I’d say that most of us have heard the famous line from the movie “Sunset Boulevard:” We didn’t need dialogue, we had faces.
After seeing the revival of the 1994 play at the St. James Theatre, I would add: “We didn’t need rear-screen projection back then, we had good theater.”
Video and rear-screen protection are everywhere in this production directed by Jamie Lloyd. Sometimes it works very well, particularly when a camera follows Joe Gillis, the screenwriter (played by Diego Andres Rodriguez, subbing for Tom Francis) through his dressing room, down the theater’s stairwells, past his fellow cast members, onto the street, then back onto stage— to kick off Act Two.
But mostly it is a distraction, from what is at heart a soggy, bombastic play, with music by Sir Andrew Lloyd Webber (“Cats” “Evita”) who is adored by millions around the world, and sorry/not sorry, I am not one of them.
This is not to say you won’t have an enjoyable evening or see very good performances. Davis Thaxton is appropriately scary as Max von Mayerling the butler, played by Erich von Stroheim in the movie. Sydney Jones, subbing for Grace Hodgett Young, is lovely and believable as Betty Schaeffer, Joe’s secret love interest.
But casting Nicole Scherzinger of the Pussycat Dolls as Norma Desmond is a mystery. Gloria Swanson’s original characterization of ND, a washed-up silent film star in her 50-ish dotage, turned ND into an aging monster, which made William Holden’s revulsion to her credible. Scherzinger, a young-looking 44, is a hot MILF. What red-blooded hetero male of any age wouldn’t want her?
Nevertheless, ND has the audience wrapped around her buttons #iykyk. Her “As We Never Said Goodbye” is one of the high points of the show. But personally all the arm-waving and hair-tossing belong in a nightclub, not on Broadway. As NYT’s Jesse Green wrote: “you are aware at all times, as if this were Brecht, of the performance as a performance, not as a characterization.”

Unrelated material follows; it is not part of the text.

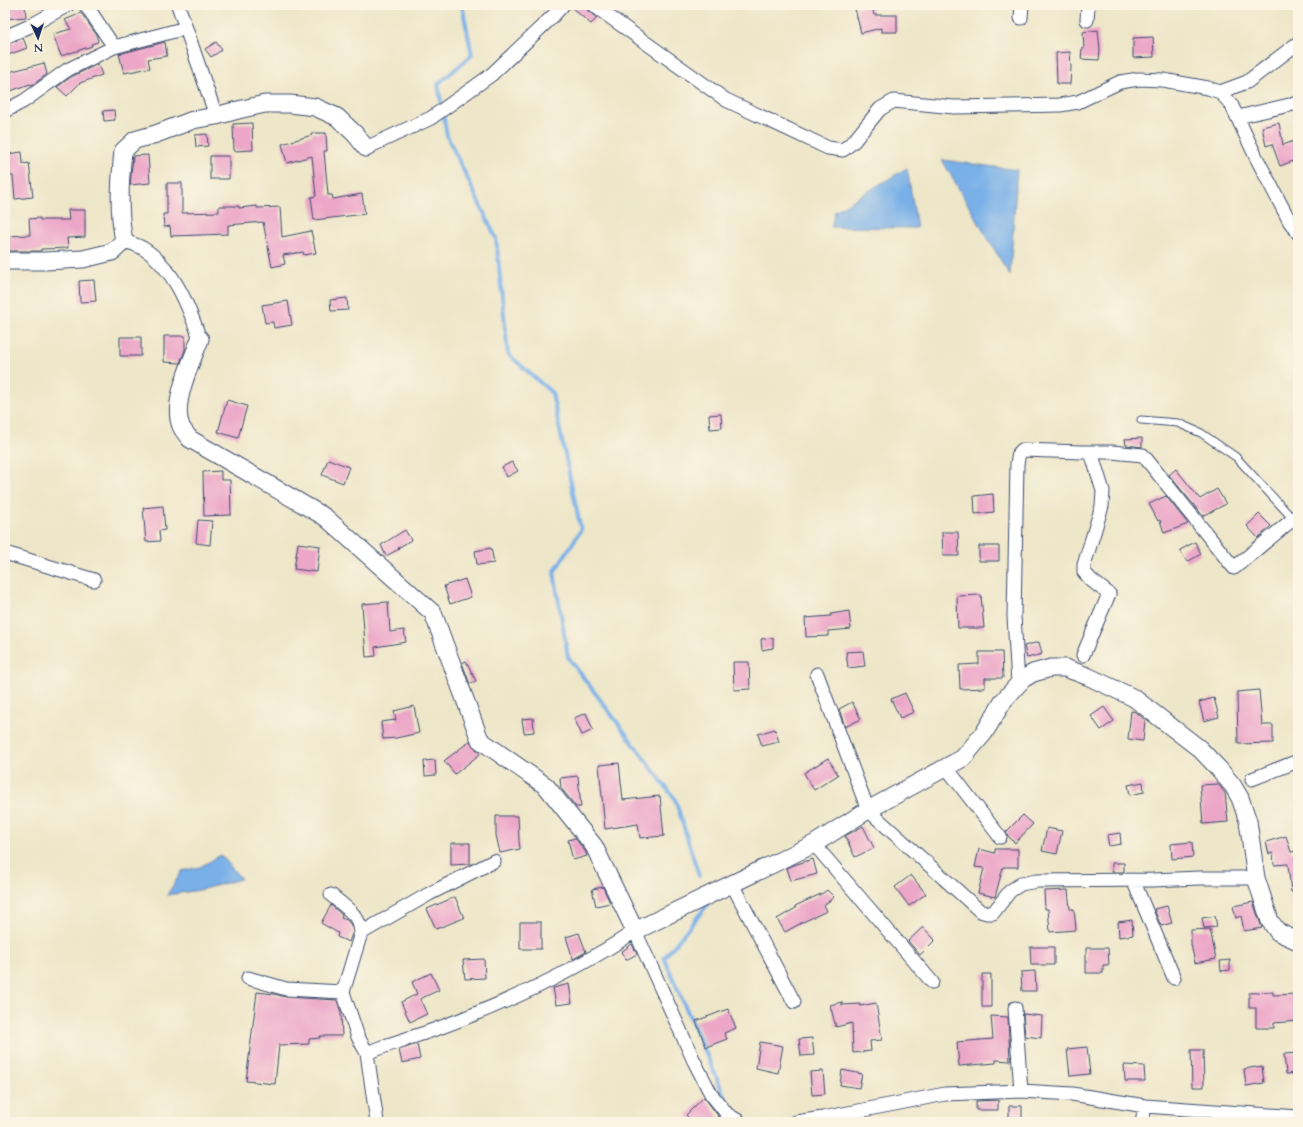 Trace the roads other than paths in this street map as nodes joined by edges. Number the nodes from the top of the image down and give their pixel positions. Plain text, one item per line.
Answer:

The costumes by Soutra Gilmour are not only ugly but era-inappropriate. Why is everyone dressed like it’s 2024 when the play is talking about the great age of the silents?
But perhaps I’m the outlier here. Andre Lloyd Webber has made millions doing what he does, and will probably make more from this production which manages to turn the anti-Hollywood cynicism of Billy Wilder’s movie into high camp. If that is your jam, then you’re ready for your closeup.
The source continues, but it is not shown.